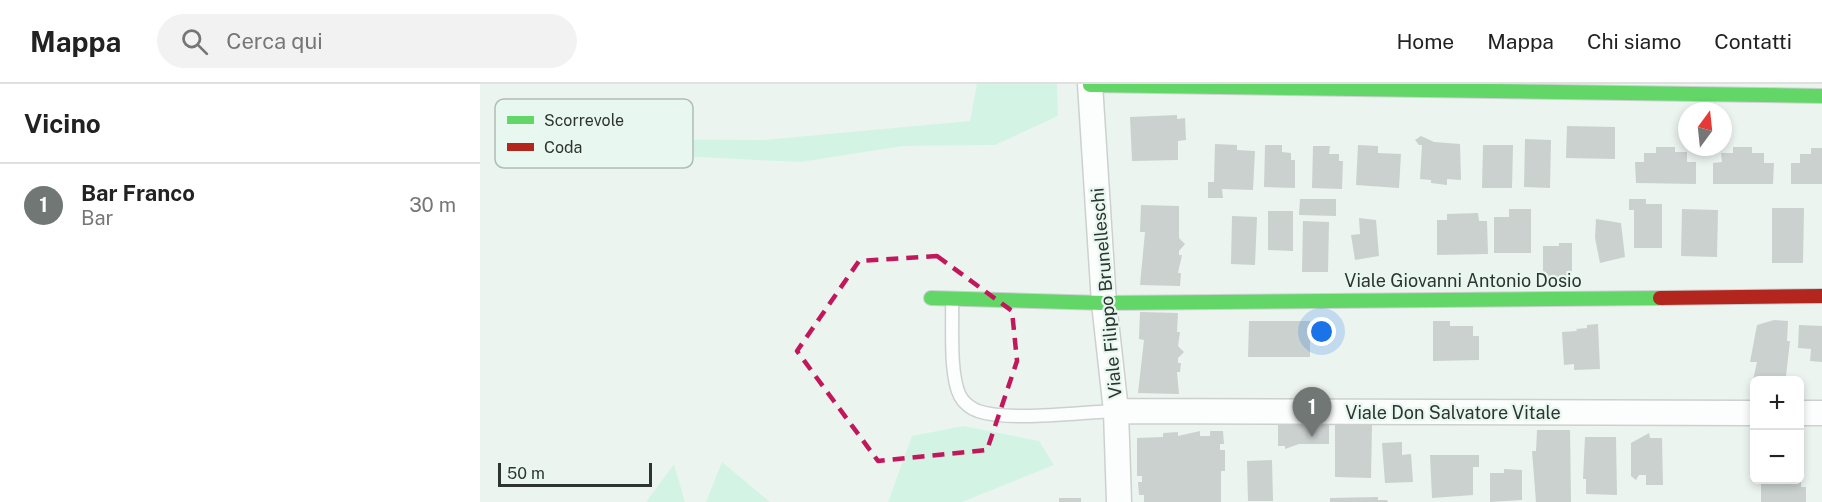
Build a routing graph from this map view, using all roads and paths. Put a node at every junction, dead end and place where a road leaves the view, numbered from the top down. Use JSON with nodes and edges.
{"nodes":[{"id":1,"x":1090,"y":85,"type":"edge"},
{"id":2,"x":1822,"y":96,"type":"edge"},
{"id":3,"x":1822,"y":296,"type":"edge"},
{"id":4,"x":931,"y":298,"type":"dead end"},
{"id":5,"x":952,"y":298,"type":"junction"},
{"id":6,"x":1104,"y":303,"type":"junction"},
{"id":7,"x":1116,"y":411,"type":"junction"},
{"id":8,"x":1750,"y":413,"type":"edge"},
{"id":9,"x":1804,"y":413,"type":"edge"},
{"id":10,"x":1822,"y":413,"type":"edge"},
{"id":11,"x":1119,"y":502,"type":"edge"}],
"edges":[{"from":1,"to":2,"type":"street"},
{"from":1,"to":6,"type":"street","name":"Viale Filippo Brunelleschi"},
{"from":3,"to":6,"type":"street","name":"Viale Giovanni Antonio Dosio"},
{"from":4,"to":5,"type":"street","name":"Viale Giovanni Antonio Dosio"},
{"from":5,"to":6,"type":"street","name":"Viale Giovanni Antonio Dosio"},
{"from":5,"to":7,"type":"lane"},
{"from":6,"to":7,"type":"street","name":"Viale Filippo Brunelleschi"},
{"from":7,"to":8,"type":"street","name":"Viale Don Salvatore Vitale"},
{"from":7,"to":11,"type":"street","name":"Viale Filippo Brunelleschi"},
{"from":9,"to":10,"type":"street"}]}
::::::
ACTIVITY:
Look above for lines with the word "Brunelleschi" and copy them all.

TASK RESULT:
{"from":1,"to":6,"type":"street","name":"Viale Filippo Brunelleschi"},
{"from":6,"to":7,"type":"street","name":"Viale Filippo Brunelleschi"},
{"from":7,"to":11,"type":"street","name":"Viale Filippo Brunelleschi"},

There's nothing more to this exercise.